A laborer earning the minimum wage of $5.15 an hour would have to save every penny earned for five weeks to pay for the card, which is issued to permanent legal residents. Immigrants to the United States must hold this status for five years before they can become naturalized citizens.
The new prices, which do not require congressional approval, take effect July 30.
A green card will cost $930, plus an extra $80 for mandatory fingerprints, a total of $1,010. That's up from $395, $325 plus $70. Children 14 and under and people at least 79 years old would be charged less and would not be fingerprinted.
Advocacy groups and some immigrants say the increases are too drastic. The cost of a green card is only a portion of the expenses borne by immigrants seeking citizenship or other benefits.
"They are taking advantage of the fact that people will pay anything to become a citizen," said Unyoung Lee, 24, of Northbrook, Ill., who is trying to file her citizenship application before the prices go up.
Lee came to the United States with her parents and brother in 1992. Because of the high cost, her family took turns applying for naturalization. Lee's mother went first, then her brother. Her father was to go next, but with the fee increases they decided Lee should apply instead.

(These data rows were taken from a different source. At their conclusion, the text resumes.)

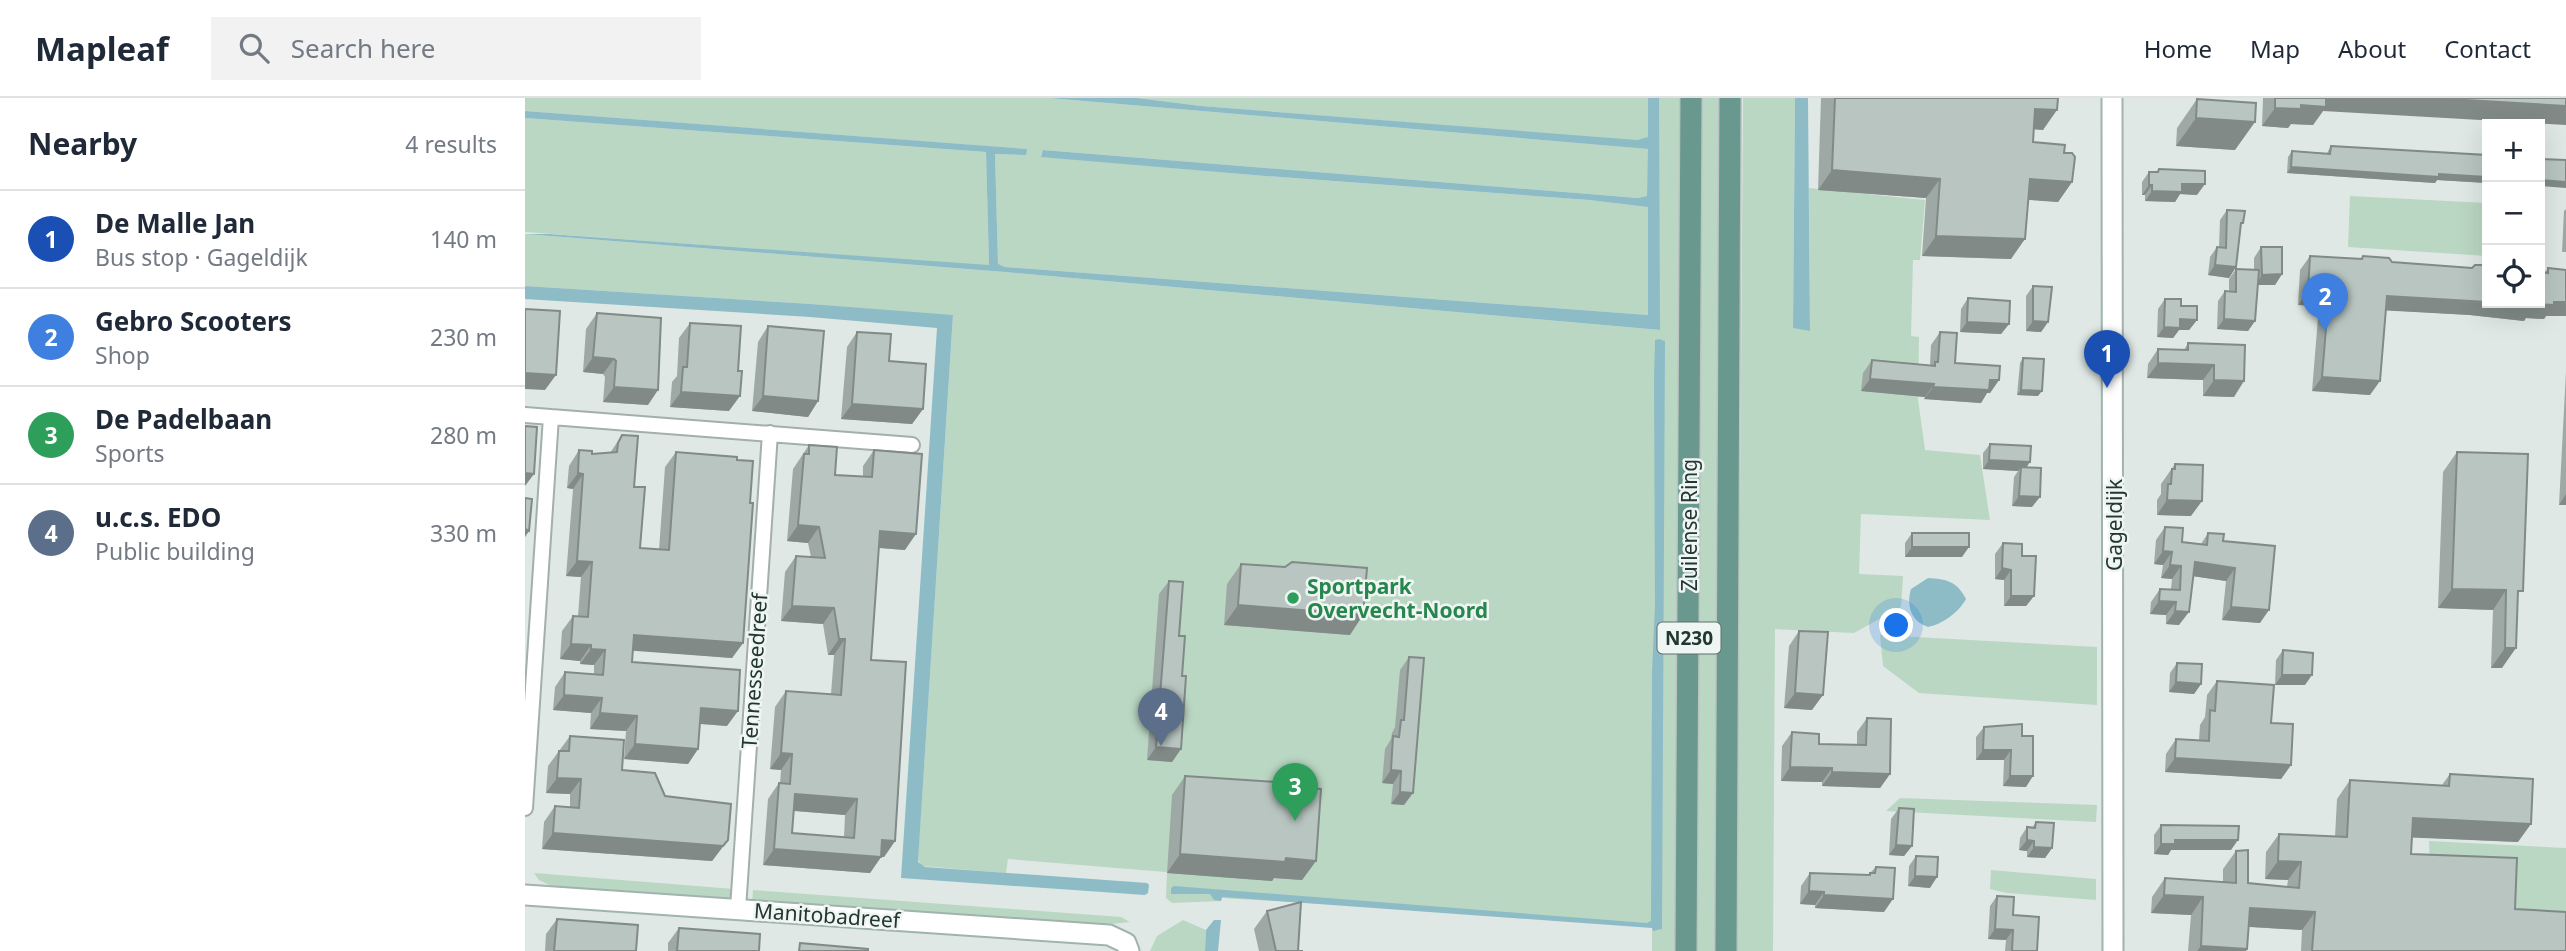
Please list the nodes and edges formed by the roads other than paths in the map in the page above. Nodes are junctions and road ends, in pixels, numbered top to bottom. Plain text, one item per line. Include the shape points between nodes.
1 (1691, 98) edge
2 (1730, 98) edge
3 (2112, 98) edge
4 (525, 415) edge
5 (551, 417) junction
6 (770, 433) junction
7 (912, 445) dead end
8 (525, 808) edge
9 (525, 895) edge
10 (738, 909) junction
11 (1128, 947) edge
12 (1686, 951) edge
13 (1726, 951) edge
14 (2113, 951) edge

1 - 12 main road, Zuilense Ring / N230
2 - 13 main road, Zuilense Ring / N230
3 - 14 street, Gageldijk
4 - 5 street
5 - 6 street
5 - 8 street
6 - 7 street
6 - 10 street, Tennesseedreef
9 - 10 street, Manitobadreef
10 - 11 street, Manitobadreef via 1109,935 1119,937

A college graduate earning about $26,000 a year, Lee works at the Korean American Resource and Cultural Center, where she helps other immigrants navigate the citizenship process. She also is paying off student loans and helps her parents, with whom she lives.

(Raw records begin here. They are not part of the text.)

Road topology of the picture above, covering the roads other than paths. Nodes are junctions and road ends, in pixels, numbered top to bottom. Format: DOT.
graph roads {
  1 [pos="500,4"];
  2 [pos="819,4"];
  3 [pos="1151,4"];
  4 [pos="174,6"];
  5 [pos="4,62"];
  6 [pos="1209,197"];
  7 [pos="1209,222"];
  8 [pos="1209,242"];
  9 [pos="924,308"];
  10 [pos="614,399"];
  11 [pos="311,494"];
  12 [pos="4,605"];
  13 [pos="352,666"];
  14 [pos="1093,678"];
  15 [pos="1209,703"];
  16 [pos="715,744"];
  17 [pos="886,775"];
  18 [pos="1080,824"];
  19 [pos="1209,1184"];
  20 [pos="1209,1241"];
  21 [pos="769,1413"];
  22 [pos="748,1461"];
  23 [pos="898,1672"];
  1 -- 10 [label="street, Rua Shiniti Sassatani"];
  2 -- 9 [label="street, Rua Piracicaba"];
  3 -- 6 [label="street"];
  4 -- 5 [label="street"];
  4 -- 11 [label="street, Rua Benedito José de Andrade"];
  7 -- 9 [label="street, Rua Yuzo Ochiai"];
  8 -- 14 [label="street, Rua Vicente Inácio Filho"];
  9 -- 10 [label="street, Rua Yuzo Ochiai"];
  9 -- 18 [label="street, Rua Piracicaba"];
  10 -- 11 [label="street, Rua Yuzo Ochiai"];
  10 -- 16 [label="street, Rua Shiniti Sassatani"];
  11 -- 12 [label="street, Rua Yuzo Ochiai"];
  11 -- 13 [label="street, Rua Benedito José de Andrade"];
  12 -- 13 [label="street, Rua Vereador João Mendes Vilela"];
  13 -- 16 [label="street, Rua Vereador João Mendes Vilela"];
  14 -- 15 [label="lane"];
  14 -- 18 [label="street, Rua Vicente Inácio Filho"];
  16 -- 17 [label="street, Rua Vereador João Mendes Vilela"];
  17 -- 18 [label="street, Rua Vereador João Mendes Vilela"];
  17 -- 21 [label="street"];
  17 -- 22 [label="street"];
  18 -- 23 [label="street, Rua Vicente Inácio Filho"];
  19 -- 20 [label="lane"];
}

"I just saved up enough money and I'm going to apply next week," Lee said. "Dad is going to have to wait for the fee increase."
Under the current fee structure, the cost for all four family members to naturalize was $1,600. Under the new structure, Lee's father would pay $595, plus the $80 for electronic fingerprints.

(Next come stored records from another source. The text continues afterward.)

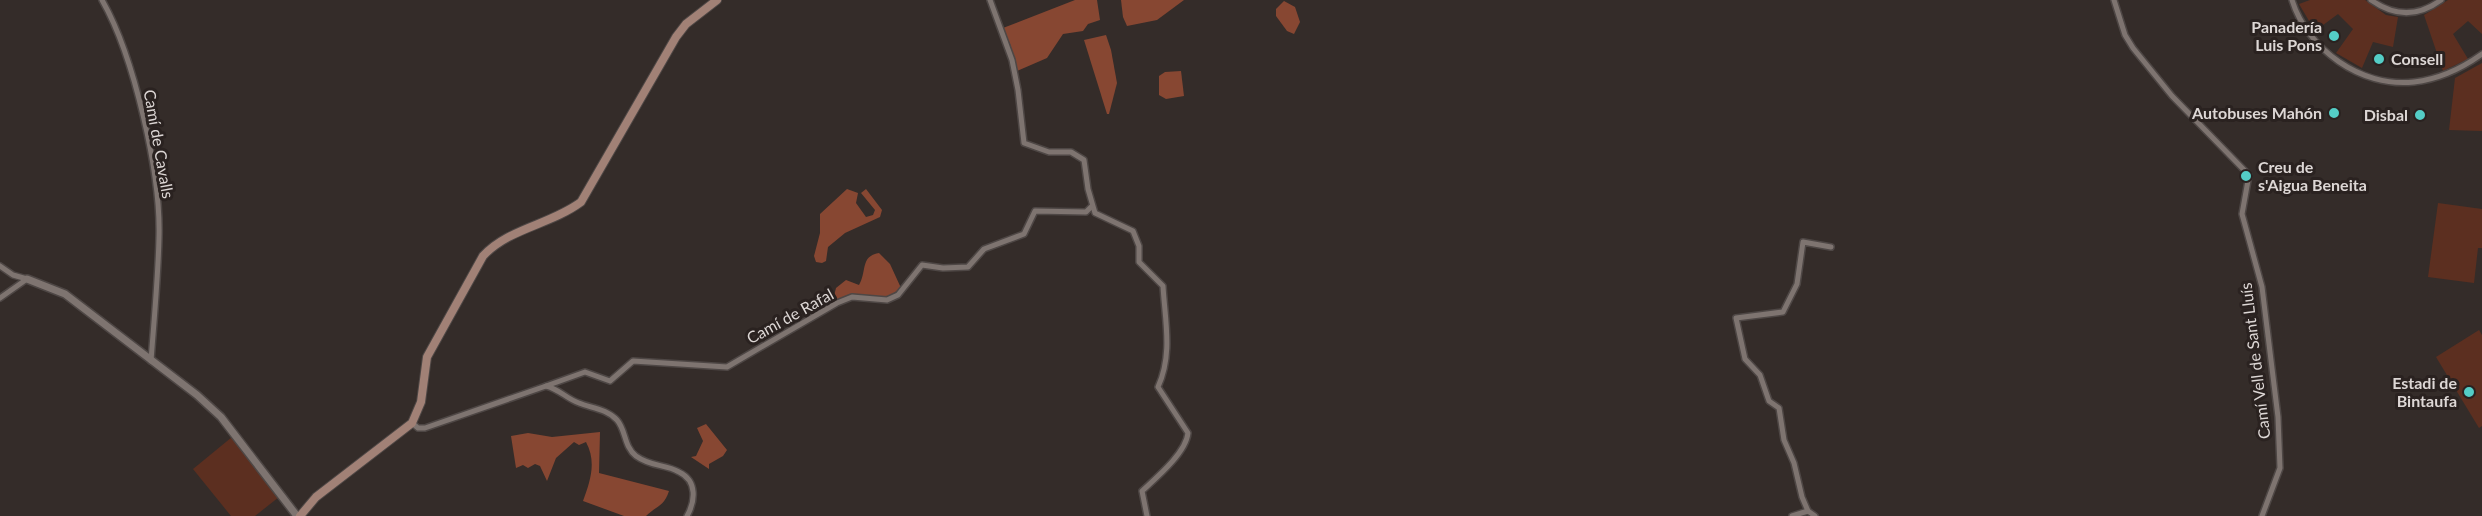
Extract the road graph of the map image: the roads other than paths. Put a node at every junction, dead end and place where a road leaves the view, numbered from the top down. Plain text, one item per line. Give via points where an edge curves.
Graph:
1 (102, 0) edge
2 (717, 0) edge
3 (990, 0) edge
4 (2114, 0) edge
5 (2292, 0) edge
6 (2372, 0) edge
7 (2441, 0) edge
8 (2482, 54) edge
9 (1091, 207) junction
10 (1832, 247) dead end
11 (0, 266) edge
12 (27, 279) junction
13 (0, 298) edge
14 (151, 361) junction
15 (546, 386) junction
16 (412, 423) junction
17 (1808, 511) junction
18 (299, 516) edge
19 (687, 516) edge
20 (1147, 516) edge
21 (1792, 516) edge
22 (1815, 516) edge
23 (2262, 516) edge

1 - 14 street, Camí de Cavalls via 137,90 155,177 159,236
2 - 16 main road via 686,24 580,202 495,243 483,256 427,357 421,402
3 - 9 street via 1012,60 1024,143 1049,152 1071,152 1084,160
4 - 23 street, Camí Vell de Sant Lluís via 2133,48 2172,96 2249,175 2242,214 2262,287 2278,417 2280,468
5 - 8 street via 2305,28 2319,45 2332,58 2367,76 2399,82 2433,78
6 - 7 street via 2405,14 2418,13
9 - 15 street, Camí de Rafal via 1086,212 1035,211 1024,234 984,249 968,267 922,265 898,295 887,300 852,297 837,303 727,367 633,361 610,381 585,372
9 - 20 street via 1095,213 1133,231 1139,246 1139,262 1163,286 1168,356 1158,387 1188,433 1187,441 1165,470 1142,491
10 - 17 street via 1803,242 1797,284 1783,312 1736,318 1745,359 1760,375 1769,401 1779,408 1784,441
11 - 12 street
12 - 13 street
12 - 14 street via 65,294
14 - 18 street via 220,417
15 - 16 street via 425,428
15 - 19 street via 556,388 577,403 607,412 618,420 628,448 645,462 680,472 687,478 695,495
16 - 18 main road via 316,497
17 - 21 street
17 - 22 street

There is also a renewal fee.
Immigrants also must pay to get necessary documents from their home countries or local courthouses, and to get that paperwork translated and notarized.
Democrats in Congress have criticized the fee hikes. Sen. Barack Obama, D-Ill., and Rep. Luis Gutierrez, D-Ill., introduced legislation seeking to ease the increases by having Congress allocate money to the federal agency.
Emilio Gonzalez, Citizenship and Immigration Services director, said the fee increases were needed instead "because we need the money" and the fees allow flexibility in adjusting to the application workload. "To do nothing is to invite organizational disaster because we are just not covering the cost of doing business," he said.
The agency expects the increases in green card and other fees to generate an extra $1.1 billion annually, raising its overall fee collection to about $2.35 billion a year. The money would be used to hire and train 1,500 employees, to pay for new or renovated offices and to streamline application processes for legal permanent residency, naturalization, immigrant worker petitions and green card renewals.
Jay Marks, an immigration attorney in Silver Spring, Md., said one of his clients, a legal permanent resident seeking citizenship, wants to bring his wife and four children from Mexico.
To do so, the client, whom Marks declined to identify, must file petitions that are going up in price from $190 to $355. Marks said he advised his client to file two sets of petitions, plus the citizenship application, before the fee hikes kick in.
The cost for that, roughly $1,350 now, would rise to $2,450 after July 30. The client, Marks said, earns $12 to $15 an hour as a landscaper, a job he's worked for 20 years.
It is unfair, Marks said, for the immigration agency to put its administrative costs "on the backs of folks who are already paying taxes in order to get these benefits, many of them working two jobs."
Immigration officials set a $600 fee for green cards for children under 14 who apply with a parent. They pay $225 now.
Aman Kapoor, founder of the advocacy group Immigration Voice, said he and his wife have been waiting for green cards for three and a half years, and have been fingerprinted five times. Each fingerprinting cost them $70 each.
Kapoor figures they spend $700 to $800 for each trip from Tallahassee, Fla., to Jacksonville, Fla., to handle their immigration affairs. He questions the multiple fingerprinting, since his prints haven't changed.
He earns $100,000 a year, and his wife also works, so Kapoor says the fees aren't as painful for them. But, he asks, "Why should anybody have to pay this cost?"